Come ha detto una decina di giorni fa Gianni Cuperlo, il congresso Pd, di fatto, si farà al referendum di ottobre ed è per questo che le amministrative di giugno diventano inevitabilmente il pre-partita della sfida tra minoranza e Matteo Renzi. Non si sceglieranno solo i sindaci delle città, come continua a ripetere il premier e segretario del Pd, il risultato del voto del 5 e del 19 giugno finirà inevitabilmente per condizionare anche il clima in vista del referendum e non a caso la minoranza Pd non ha ancora ufficializzato la posizione che intende tenere al voto di ottobre. Come sempre, ciascuno proverà a leggere il risultato dalla propria angolazione, ma alla fine saranno le due principali città italiane a dire chi ha vinto e chi ha perso. Il voto a Roma e Milano, ammettono sia nella minoranza che tra i renziani, sarà cruciale per fissare lo stato dei rapporti di forza. Cuperlo, in realtà, aveva poi precisato la sua frase, spiegando che è Matteo Renzi che vuole trasformare il referendum costituzionale nel congresso del partito, ma a microfoni spenti anche esponenti bersaniani descrivono così la situazione: “Renzi sposta l’attenzione sul referendum perchè sa che le comunali possono andare male. E se stravince il referendum, poi, non farà prigionieri…”.

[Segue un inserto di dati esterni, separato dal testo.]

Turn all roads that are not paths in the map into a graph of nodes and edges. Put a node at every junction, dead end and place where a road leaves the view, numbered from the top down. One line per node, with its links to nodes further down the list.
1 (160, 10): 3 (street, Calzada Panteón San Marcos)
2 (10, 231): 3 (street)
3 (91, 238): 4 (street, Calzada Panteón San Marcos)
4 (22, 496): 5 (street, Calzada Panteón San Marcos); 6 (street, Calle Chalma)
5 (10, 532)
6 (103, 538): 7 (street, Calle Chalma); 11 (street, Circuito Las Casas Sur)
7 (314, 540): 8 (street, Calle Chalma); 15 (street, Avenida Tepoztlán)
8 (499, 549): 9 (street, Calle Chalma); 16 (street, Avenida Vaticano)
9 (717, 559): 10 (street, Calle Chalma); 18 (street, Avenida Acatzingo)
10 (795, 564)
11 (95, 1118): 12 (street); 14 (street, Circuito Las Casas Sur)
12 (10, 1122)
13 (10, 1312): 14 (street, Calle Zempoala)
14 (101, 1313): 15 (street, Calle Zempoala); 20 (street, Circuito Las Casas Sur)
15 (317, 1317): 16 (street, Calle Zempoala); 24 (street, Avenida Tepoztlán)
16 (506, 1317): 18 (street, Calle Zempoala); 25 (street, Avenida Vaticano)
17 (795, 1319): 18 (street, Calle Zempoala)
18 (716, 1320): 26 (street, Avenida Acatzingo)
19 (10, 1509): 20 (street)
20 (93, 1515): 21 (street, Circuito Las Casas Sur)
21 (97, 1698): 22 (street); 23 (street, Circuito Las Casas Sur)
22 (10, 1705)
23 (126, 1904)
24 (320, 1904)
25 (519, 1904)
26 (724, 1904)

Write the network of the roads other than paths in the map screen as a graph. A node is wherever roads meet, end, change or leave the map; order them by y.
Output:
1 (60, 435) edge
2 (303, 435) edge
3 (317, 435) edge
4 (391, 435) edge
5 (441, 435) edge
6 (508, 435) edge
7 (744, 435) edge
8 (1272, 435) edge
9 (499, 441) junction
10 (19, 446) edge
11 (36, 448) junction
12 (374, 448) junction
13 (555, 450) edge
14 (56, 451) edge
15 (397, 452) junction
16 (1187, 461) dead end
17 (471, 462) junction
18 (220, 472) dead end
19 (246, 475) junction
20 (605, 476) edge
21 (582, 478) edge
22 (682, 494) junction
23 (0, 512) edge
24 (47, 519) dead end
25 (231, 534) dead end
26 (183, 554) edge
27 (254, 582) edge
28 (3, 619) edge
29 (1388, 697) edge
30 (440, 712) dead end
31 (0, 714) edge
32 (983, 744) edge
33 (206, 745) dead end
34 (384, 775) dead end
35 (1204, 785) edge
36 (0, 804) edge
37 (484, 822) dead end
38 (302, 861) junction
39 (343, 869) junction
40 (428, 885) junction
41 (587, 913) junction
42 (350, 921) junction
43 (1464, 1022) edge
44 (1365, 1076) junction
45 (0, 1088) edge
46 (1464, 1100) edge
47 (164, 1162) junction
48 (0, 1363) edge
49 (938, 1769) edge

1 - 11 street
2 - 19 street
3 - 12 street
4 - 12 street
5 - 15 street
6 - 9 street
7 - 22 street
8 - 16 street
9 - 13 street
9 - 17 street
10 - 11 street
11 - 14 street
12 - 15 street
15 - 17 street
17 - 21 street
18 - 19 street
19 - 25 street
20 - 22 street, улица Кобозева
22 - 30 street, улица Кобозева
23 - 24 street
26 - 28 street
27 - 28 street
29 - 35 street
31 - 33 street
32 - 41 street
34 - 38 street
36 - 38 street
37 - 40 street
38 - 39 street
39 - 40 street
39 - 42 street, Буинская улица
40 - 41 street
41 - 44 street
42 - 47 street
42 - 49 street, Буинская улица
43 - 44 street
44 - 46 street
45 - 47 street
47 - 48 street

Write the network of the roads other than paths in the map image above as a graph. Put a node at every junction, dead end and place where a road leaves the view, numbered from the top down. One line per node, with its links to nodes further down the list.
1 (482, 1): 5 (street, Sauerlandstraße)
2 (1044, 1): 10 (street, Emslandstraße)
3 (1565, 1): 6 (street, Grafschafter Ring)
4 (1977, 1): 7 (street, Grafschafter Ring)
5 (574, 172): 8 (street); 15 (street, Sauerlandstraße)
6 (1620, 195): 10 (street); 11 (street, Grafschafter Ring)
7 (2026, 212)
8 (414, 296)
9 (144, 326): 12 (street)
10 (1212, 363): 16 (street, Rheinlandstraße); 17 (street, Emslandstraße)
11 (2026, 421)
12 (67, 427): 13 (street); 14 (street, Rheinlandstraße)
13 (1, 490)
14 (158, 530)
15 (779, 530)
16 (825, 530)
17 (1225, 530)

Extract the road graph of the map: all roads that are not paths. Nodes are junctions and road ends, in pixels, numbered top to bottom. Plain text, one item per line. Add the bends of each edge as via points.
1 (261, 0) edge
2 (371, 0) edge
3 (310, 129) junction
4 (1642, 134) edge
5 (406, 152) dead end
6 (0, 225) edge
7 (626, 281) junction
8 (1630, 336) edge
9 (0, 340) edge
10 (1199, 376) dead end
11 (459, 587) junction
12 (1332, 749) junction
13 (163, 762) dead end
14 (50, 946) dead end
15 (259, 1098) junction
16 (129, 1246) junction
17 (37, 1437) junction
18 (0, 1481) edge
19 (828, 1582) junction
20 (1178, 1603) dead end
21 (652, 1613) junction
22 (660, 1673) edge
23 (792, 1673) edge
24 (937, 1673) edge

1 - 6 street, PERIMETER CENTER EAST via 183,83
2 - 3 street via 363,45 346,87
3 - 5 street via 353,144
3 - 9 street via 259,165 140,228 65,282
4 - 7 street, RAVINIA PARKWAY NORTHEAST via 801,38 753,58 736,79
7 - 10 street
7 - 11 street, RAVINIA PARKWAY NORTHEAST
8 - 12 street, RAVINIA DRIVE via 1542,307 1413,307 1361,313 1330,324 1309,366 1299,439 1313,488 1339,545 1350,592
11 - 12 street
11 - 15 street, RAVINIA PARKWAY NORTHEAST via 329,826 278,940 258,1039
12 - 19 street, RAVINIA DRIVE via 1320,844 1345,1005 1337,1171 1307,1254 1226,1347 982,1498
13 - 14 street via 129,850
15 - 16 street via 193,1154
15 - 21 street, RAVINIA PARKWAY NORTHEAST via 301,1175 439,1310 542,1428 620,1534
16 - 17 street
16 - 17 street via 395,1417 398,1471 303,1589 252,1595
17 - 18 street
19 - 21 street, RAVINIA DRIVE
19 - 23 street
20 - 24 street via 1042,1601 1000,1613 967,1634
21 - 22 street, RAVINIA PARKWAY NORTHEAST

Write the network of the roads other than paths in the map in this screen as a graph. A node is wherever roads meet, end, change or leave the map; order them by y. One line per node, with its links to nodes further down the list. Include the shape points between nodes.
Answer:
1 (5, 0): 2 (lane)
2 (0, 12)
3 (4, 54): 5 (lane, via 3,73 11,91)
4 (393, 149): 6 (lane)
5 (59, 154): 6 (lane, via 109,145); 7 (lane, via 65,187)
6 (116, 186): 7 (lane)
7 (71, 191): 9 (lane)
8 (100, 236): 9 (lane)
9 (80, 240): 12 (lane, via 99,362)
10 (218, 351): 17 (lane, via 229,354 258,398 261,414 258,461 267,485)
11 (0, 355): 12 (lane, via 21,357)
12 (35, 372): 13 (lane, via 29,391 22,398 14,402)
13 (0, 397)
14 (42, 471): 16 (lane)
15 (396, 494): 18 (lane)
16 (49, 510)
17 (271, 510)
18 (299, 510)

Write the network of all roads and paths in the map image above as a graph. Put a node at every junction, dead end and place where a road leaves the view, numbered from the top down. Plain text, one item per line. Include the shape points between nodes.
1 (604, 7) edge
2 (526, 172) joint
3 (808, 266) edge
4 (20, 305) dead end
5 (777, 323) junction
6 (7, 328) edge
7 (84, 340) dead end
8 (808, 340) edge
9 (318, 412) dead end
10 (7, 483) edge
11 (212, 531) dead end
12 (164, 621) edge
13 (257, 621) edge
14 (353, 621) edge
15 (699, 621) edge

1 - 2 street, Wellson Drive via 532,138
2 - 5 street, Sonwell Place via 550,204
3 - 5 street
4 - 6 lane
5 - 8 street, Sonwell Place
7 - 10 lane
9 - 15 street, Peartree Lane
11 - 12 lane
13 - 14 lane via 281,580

Alle amministrative, in effetti, le cose sono più complicate: Napoli è data per persa da tutti, nel Pd, mentre la vittoria a Bologna e Torino non sembra in discussione. Sono Milano e Roma, allora, le città che daranno il segno: “Se vinciamo a Milano – dice un renziano – il pareggio lo abbiamo portato a casa. Se poi Giachetti arriva almeno al ballottaggio, sarà difficile rimproverarci qualcosa su Roma, considerando dove eravamo solo qualche mese fa dopo ‘mafia capitale'”. Una vittoria del candidato Pd, poi, taglierebbe definitivamente le unghie alla minoranza. “Può succedere di tutto”, dice un bersaniano. “Noi, chiaramente, faremo la conta delle città che governavamo prima e di quelle che governeremo dopo queste elezioni. Ma è chiaro che Renzi canterà vittoria se vince Milano e arriva almeno al ballottaggio a Roma…”. In quel caso, gli spazi per la minoranza si ridurrebbero parecchio. In particolare, diventerebbe molto più complicata la vera partita, ovvero il referendum di ottobre sul quale Renzi ha puntato tutta la posta dicendo “se perdo me ne vado”.

Spiega ancora il parlamentare vicino a Bersani: “Decideremo dopo le amministrative come comportarci al referendum, perché se le elezioni vanno male significherebbe che il fronte che si oppone a Renzi ha qualche chance di ottenere un risultato ad ottobre”. Bersani, ai suoi, ripete da tempo che “Renzi non si batte dentro al Pd”, per l’ex segretario il premier può essere sconfitto solo se cambia qualcosa nel Paese. Un passo falso alle amministrative, allora, sarebbe il segnale che si può provare ad arginare il premier proprio su quella che lui ha scelto come ‘madre di tutte le battaglie’. Anche per questo, tutta la sinistra Pd ha voluto ostentare il proprio impegno durante la campagna elettorale per le amministrative: l’eventuale risultato negativo, è il ragionamento, deve essere imputato a Renzi che pensava solo al referendum e al partito della Nazione. Per il premier, ovviamente, vale il ragionamento opposto: Renzi è convinto che la minoranza gli remi contro anche alle comunali proprio per indebolirlo al referendum. Di sicuro, inizia un lungo braccio di ferro nel Pd.